■ What this task involves ■
Write out the data word for word, taking care that no picture is carried over.

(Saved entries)
_ _ _ _ _
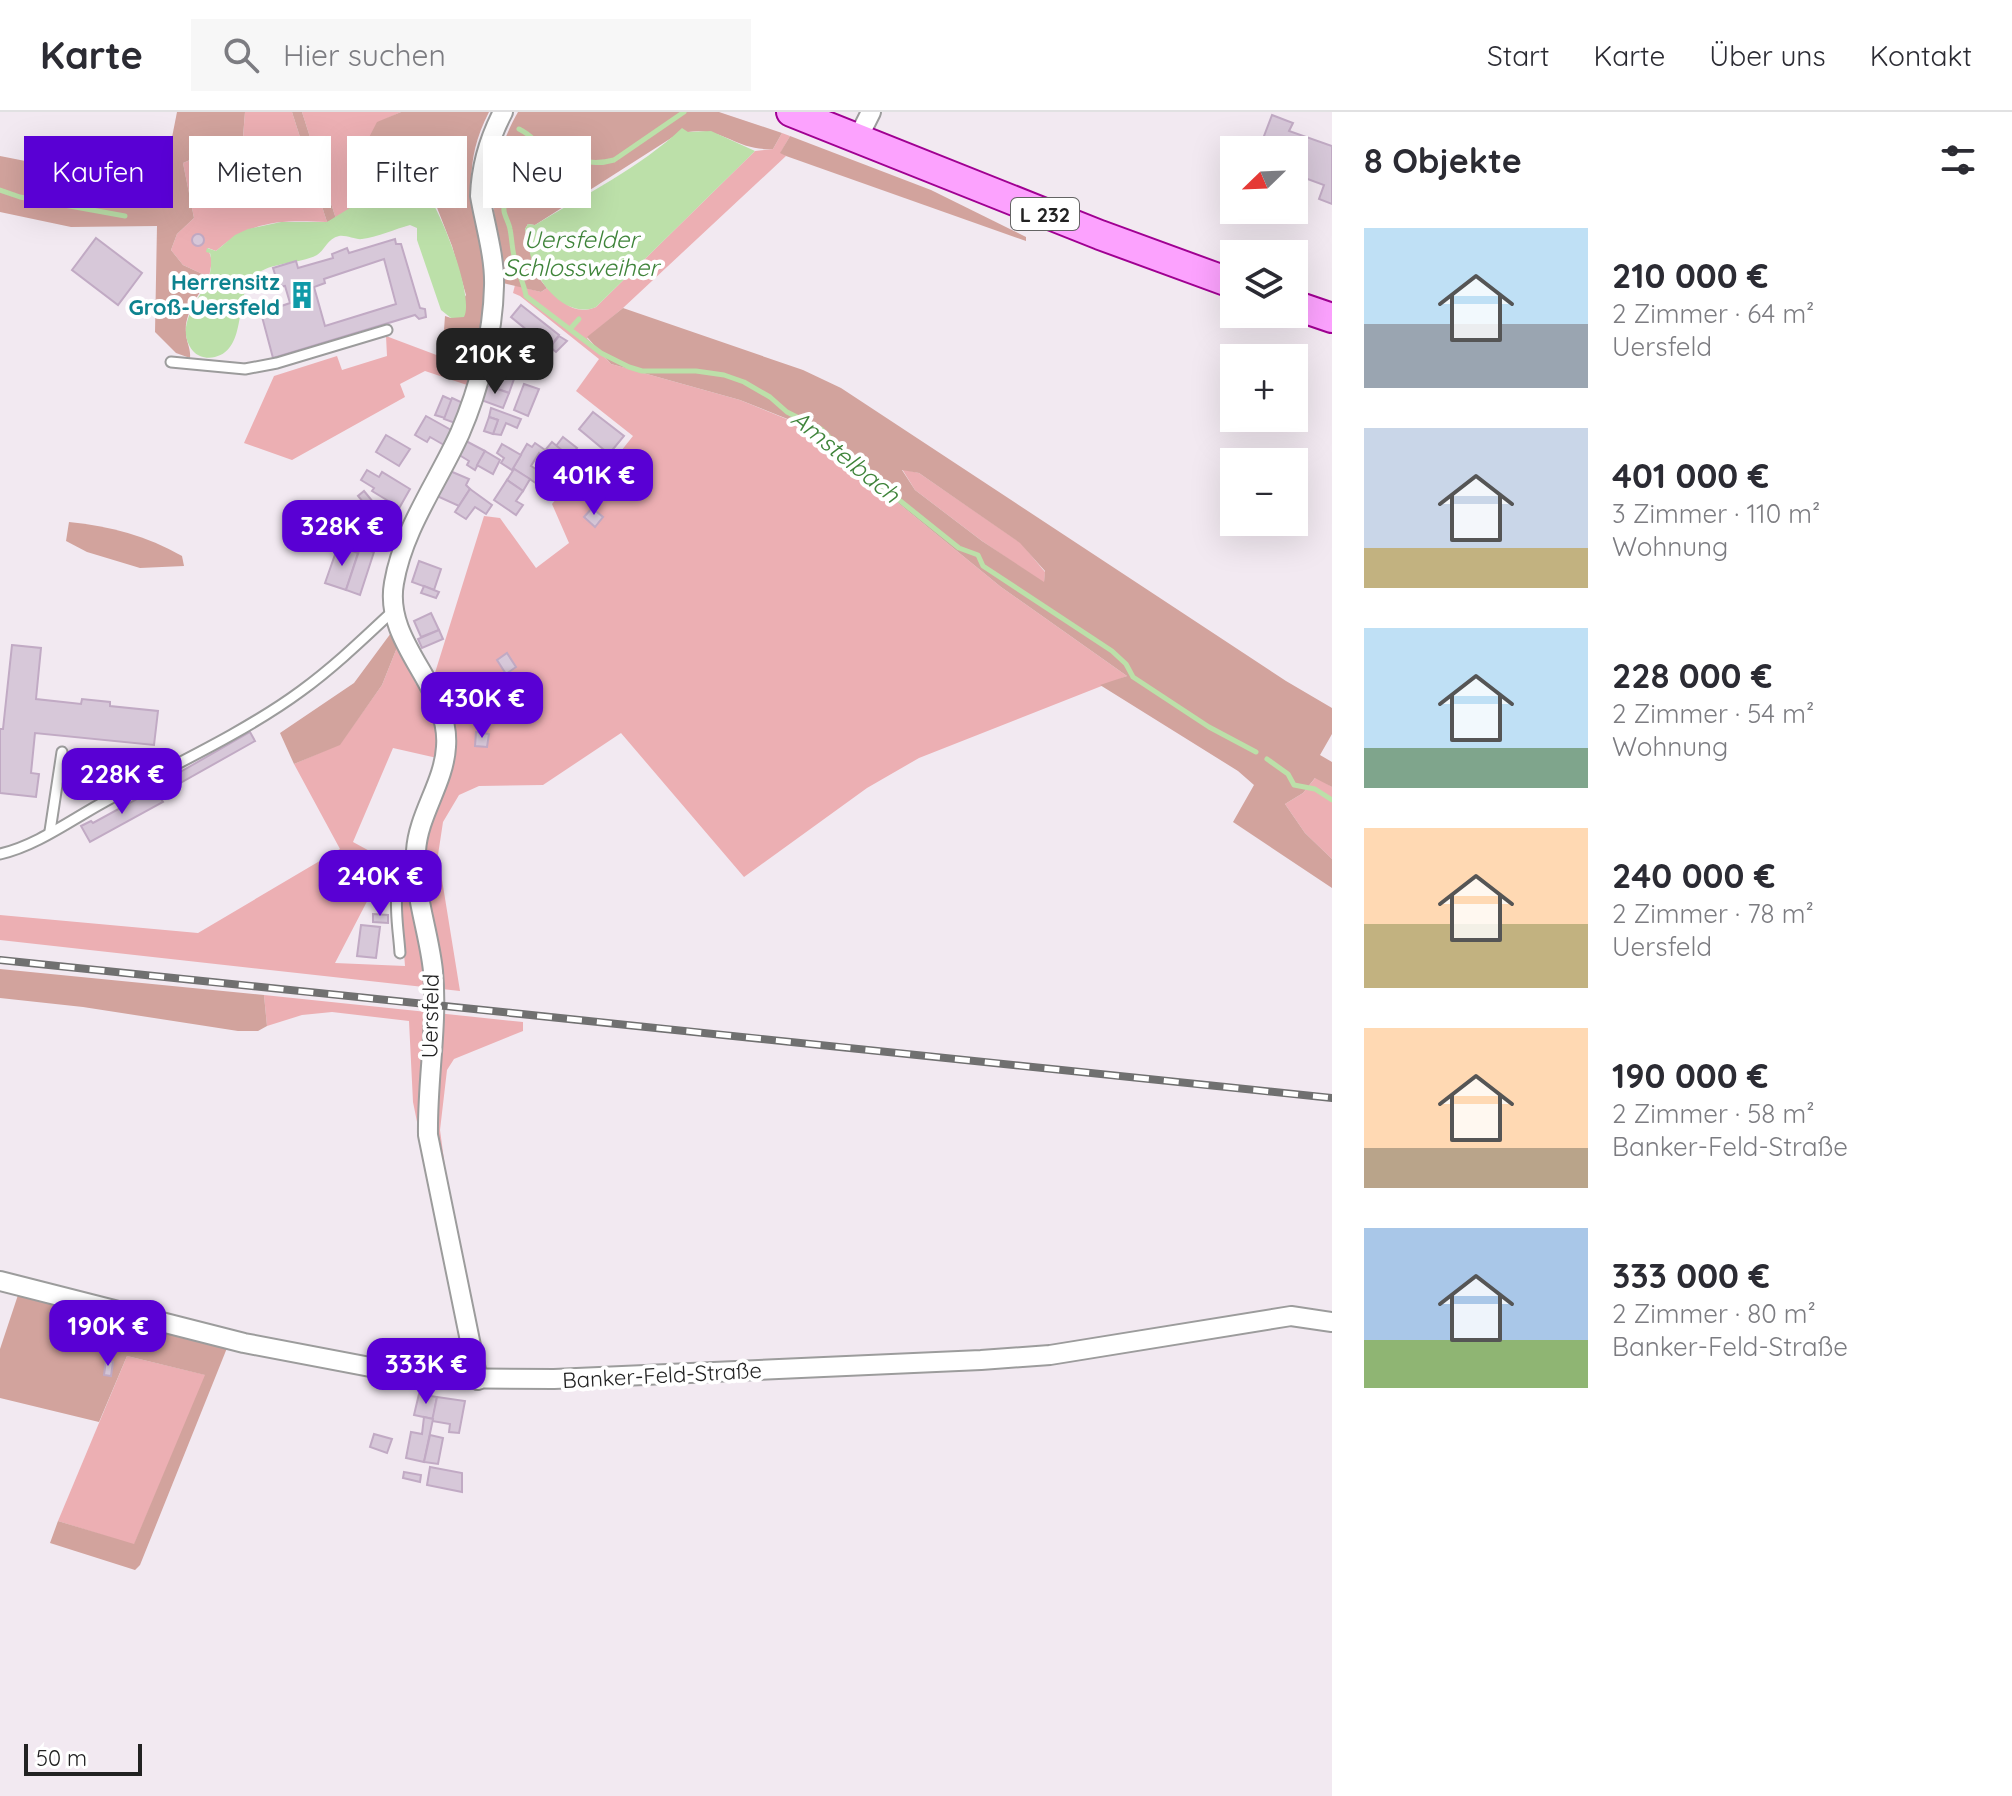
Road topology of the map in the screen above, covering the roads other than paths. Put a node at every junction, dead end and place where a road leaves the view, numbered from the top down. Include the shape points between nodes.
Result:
1 (503, 112) edge
2 (791, 112) edge
3 (871, 112) edge
4 (858, 138) junction
5 (1220, 279) edge
6 (1308, 310) edge
7 (1332, 318) edge
8 (387, 330) dead end
9 (171, 362) dead end
10 (393, 611) junction
11 (62, 752) dead end
12 (50, 831) junction
13 (416, 853) junction
14 (0, 854) edge
15 (400, 953) dead end
16 (0, 1281) edge
17 (1332, 1322) edge
18 (478, 1380) junction

1 - 10 street, Uersfeld via 485,156 480,196 494,286 487,345 460,433 403,551 393,584
2 - 4 main road, L 232
3 - 4 street
4 - 5 main road, L 232
6 - 7 main road
8 - 9 lane via 245,369
10 - 12 lane via 298,693
10 - 13 street, Uersfeld via 439,707 445,735 443,763
11 - 12 lane
12 - 14 lane
13 - 15 lane via 398,880
13 - 18 street, Uersfeld via 433,980 428,1135
16 - 18 street, Banker-Feld-Straße via 285,1351 428,1378
17 - 18 street, Banker-Feld-Straße via 1291,1316 1050,1355 981,1360

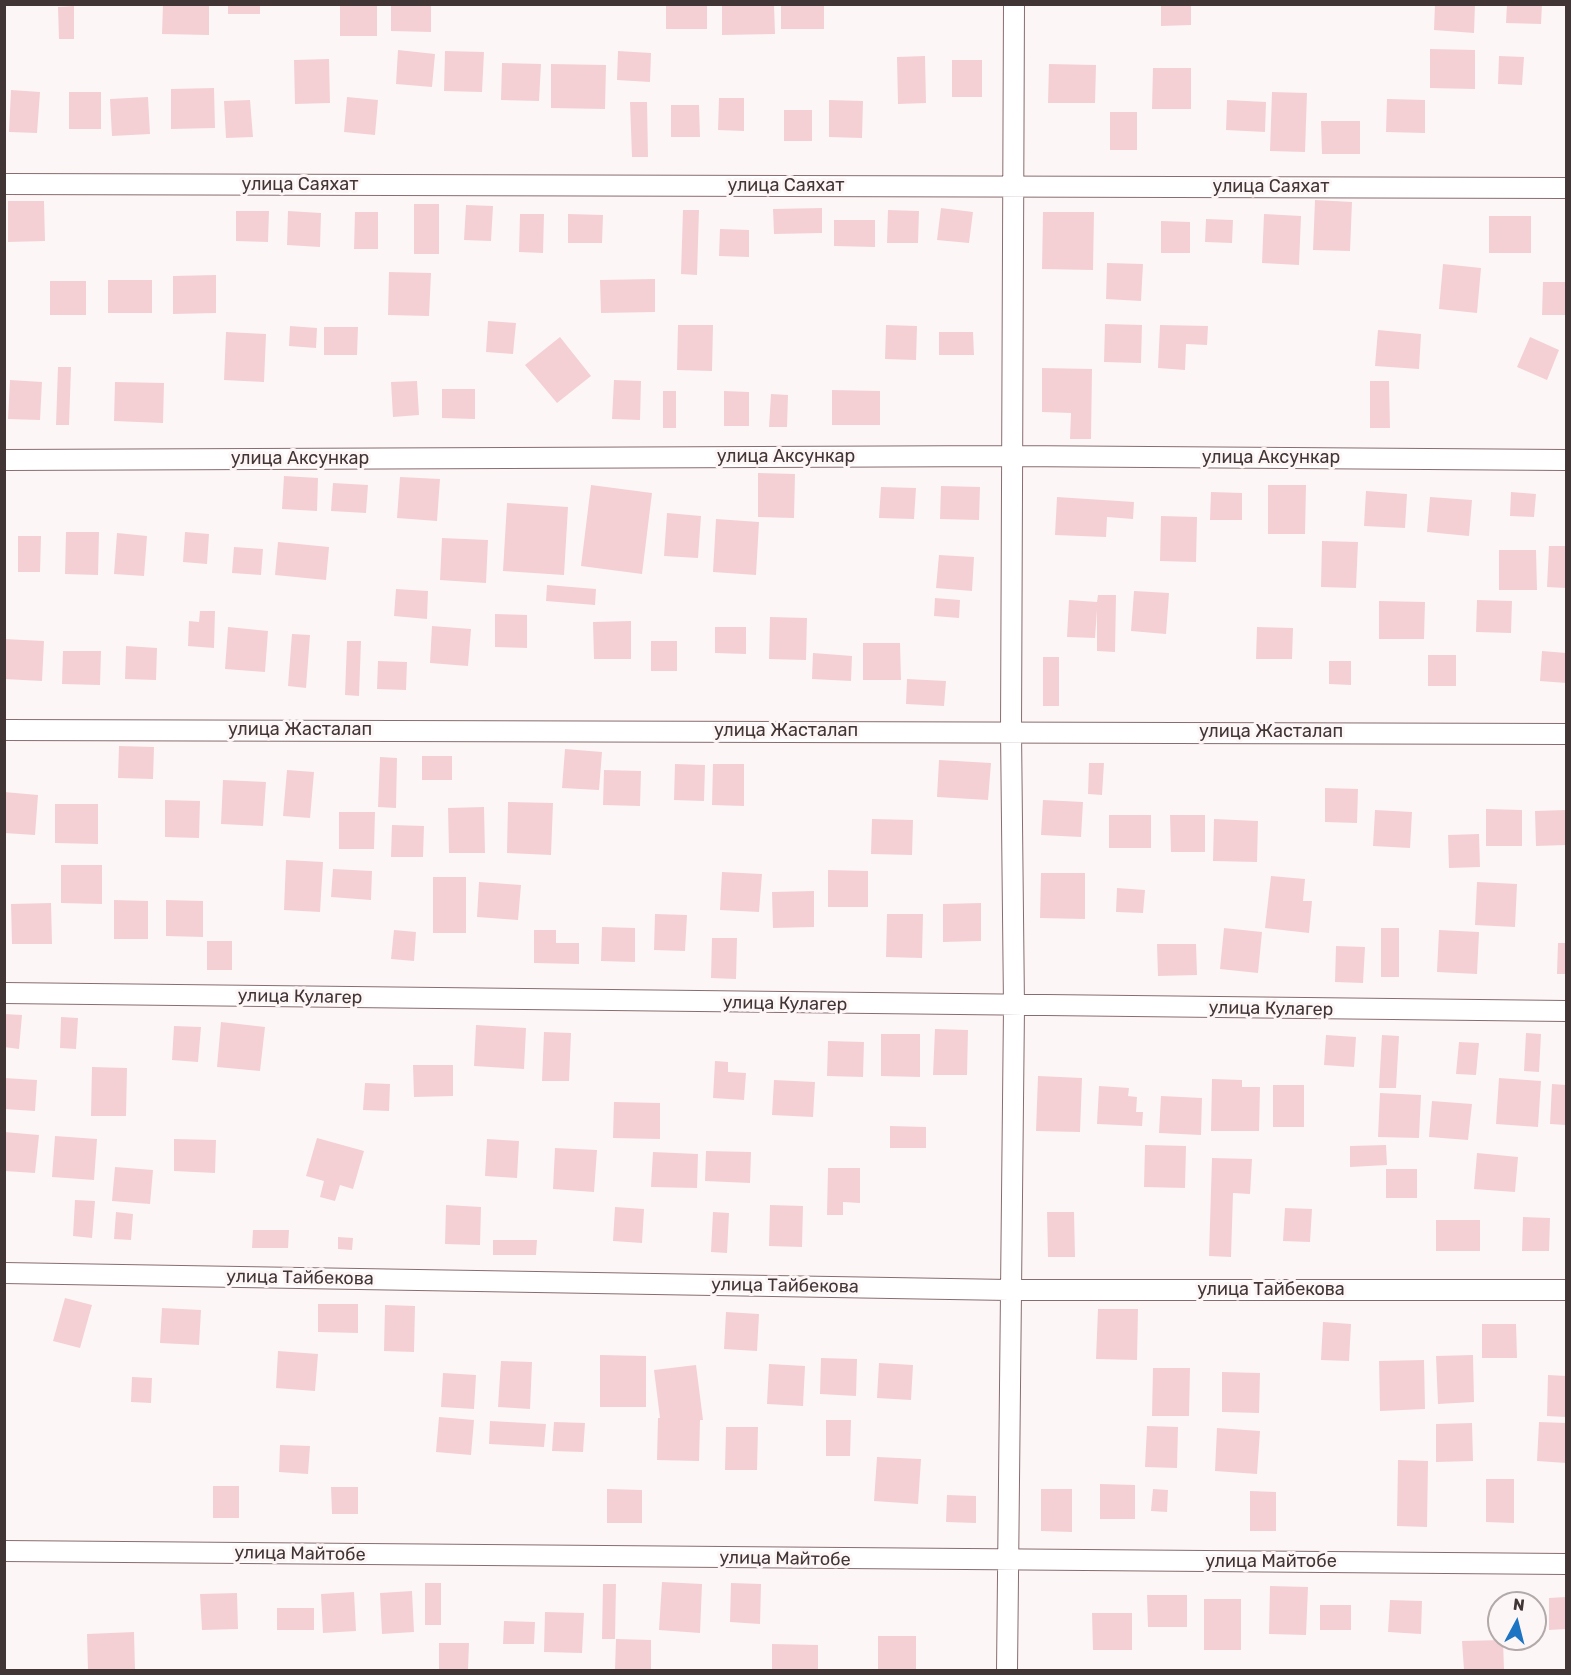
_ _ _ _ _
■ The answer ■
Road topology of the map in the screen above, covering the roads other than paths. Put a node at every junction, dead end and place where a road leaves the view, numbered from the top down. Include the shape points between nodes.
Result:
1 (503, 112) edge
2 (791, 112) edge
3 (871, 112) edge
4 (858, 138) junction
5 (1220, 279) edge
6 (1308, 310) edge
7 (1332, 318) edge
8 (387, 330) dead end
9 (171, 362) dead end
10 (393, 611) junction
11 (62, 752) dead end
12 (50, 831) junction
13 (416, 853) junction
14 (0, 854) edge
15 (400, 953) dead end
16 (0, 1281) edge
17 (1332, 1322) edge
18 (478, 1380) junction

1 - 10 street, Uersfeld via 485,156 480,196 494,286 487,345 460,433 403,551 393,584
2 - 4 main road, L 232
3 - 4 street
4 - 5 main road, L 232
6 - 7 main road
8 - 9 lane via 245,369
10 - 12 lane via 298,693
10 - 13 street, Uersfeld via 439,707 445,735 443,763
11 - 12 lane
12 - 14 lane
13 - 15 lane via 398,880
13 - 18 street, Uersfeld via 433,980 428,1135
16 - 18 street, Banker-Feld-Straße via 285,1351 428,1378
17 - 18 street, Banker-Feld-Straße via 1291,1316 1050,1355 981,1360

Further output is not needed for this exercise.